Stress is an inevitable part of life and managing stress can be a stress inducing process on its own. Chronic stress can lead to serious physical and emotional health issues and increase your risk of conditions like heart disease, high blood pressure, and depression. The Journal of Nutrition and Food Sciences published a review which stated that stress can increase the body’s need for vitamins and nutrients like Vitamin C and B, selenium, and magnesium.
The common denominator to foods that help manage stress are their ability to help lower the body’s cortisol level, a hormone which is released when the body is under stress. Some of the functions that are regulated by cortisol include:
- Sleep cycle regulation
- Inflammation reduction
- Raising blood sugar
- Managing the body’s use of carbs, fats, and proteins
- Blood pressure control
While a necessary hormone in the short-term, cortisol can be damaging in the long term and create stress on the body which leads to inflammation and increased blood pressure.
Matcha is rich in L-theanine, an amino acid that has large stress-relieving properties. It is the best source of this amino acid in comparison to other green teas.
A fermented dish typically made with napa cabbage and daikon, kimchi is high in vitamins, minerals, antioxidants, and beneficial probiotic bacteria that help promote gut health. Other fermented or probiotic rich foods like Greek yogurt, kefir, kombucha, and sauerkraut also provide these benefits.
Heart, liver, and kidney meat from animals such as cows and chickens are extremely high in B vitamins, specifically B12, B6, riboflavin, and folate which are all necessities for stress control. B vitamins assist in the production of neurotransmitters like dopamine and serotonin, which help regulate mood. Fortified cereals and nutritional yeast are also high in vitamin B.
Fatty fish like mackerel, herring, salmon, and sardines are rich in omega-3 fatty acids and vitamin D. These vitamins have been shown to reduce stress and improve mood as well as being optimal for improving brain health and mood regulation.

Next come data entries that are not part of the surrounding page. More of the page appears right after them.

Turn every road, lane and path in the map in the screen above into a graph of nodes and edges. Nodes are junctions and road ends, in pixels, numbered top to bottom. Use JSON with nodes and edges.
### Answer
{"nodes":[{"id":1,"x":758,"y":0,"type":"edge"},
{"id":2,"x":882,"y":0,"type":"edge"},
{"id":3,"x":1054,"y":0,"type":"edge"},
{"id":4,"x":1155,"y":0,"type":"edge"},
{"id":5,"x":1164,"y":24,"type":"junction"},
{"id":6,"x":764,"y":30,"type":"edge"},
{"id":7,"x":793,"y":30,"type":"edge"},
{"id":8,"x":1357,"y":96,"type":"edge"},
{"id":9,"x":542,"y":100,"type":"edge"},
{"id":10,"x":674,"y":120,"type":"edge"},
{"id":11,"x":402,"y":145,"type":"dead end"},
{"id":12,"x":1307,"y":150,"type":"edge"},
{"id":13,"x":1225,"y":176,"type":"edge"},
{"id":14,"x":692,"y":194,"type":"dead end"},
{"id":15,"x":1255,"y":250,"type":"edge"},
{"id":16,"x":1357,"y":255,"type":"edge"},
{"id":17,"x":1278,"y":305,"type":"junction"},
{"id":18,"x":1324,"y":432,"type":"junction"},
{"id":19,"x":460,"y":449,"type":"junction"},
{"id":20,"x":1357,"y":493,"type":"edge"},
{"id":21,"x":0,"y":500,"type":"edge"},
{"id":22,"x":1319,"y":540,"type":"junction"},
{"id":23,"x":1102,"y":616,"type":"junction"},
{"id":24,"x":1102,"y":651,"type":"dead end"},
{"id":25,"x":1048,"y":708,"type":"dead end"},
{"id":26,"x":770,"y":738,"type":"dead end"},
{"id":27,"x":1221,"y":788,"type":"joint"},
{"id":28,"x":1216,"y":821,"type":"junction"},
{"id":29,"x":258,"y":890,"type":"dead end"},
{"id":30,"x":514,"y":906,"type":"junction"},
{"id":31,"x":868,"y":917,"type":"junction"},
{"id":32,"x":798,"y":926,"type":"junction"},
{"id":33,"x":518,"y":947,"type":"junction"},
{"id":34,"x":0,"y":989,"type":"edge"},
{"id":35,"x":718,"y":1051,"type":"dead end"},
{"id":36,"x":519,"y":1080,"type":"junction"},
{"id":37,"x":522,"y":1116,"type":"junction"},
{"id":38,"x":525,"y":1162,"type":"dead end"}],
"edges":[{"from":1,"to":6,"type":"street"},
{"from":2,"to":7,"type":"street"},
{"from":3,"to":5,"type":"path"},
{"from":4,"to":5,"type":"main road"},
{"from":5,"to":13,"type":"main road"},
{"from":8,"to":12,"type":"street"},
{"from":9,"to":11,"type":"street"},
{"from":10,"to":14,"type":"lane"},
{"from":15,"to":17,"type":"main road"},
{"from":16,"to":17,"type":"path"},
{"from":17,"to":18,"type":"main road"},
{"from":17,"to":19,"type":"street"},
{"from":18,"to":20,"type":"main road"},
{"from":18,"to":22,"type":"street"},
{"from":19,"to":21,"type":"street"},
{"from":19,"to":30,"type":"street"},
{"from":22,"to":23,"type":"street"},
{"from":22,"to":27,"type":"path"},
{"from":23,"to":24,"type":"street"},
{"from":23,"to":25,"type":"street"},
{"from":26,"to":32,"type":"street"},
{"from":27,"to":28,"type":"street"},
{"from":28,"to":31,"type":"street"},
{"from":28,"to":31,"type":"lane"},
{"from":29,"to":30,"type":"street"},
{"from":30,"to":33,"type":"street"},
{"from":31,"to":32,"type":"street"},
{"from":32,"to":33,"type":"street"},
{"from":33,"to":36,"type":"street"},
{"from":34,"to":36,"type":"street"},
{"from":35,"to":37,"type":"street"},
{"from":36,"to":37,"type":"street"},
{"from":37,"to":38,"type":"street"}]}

Chickpeas are packed with vitamins and minerals known to help reduce stress including magnesium, potassium, B vitamins, zinc, selenium, manganese, and copper. They are also rich in L-tryptophan. Research has shown that those who consume chickpeas regularly or follow the Mediterranean diet experience better mood and less stress than those who follow a Western diet rich in processed foods.
Magnesium Rich Foods
Magnesium helps relax the body and is a top choice for many nutritionists when selecting foods to help manage stress. Magnesium is also important for regulating heart rhythm and blood pressure, strong bones, and decreasing the risk of chronic diseases. Pumpkin seeds, dark chocolate (at least 90% cacao), artichokes, broccoli, avocado, and spinach are some examples of foods high in magnesium.
Most importantly, avoid consuming anything regularly that can cause cortisol levels to spike and don’t rely on food to de-stress. Caffeine, alcohol, foods high in sugar, simple carbs, and sodas are known to raise cortisol levels.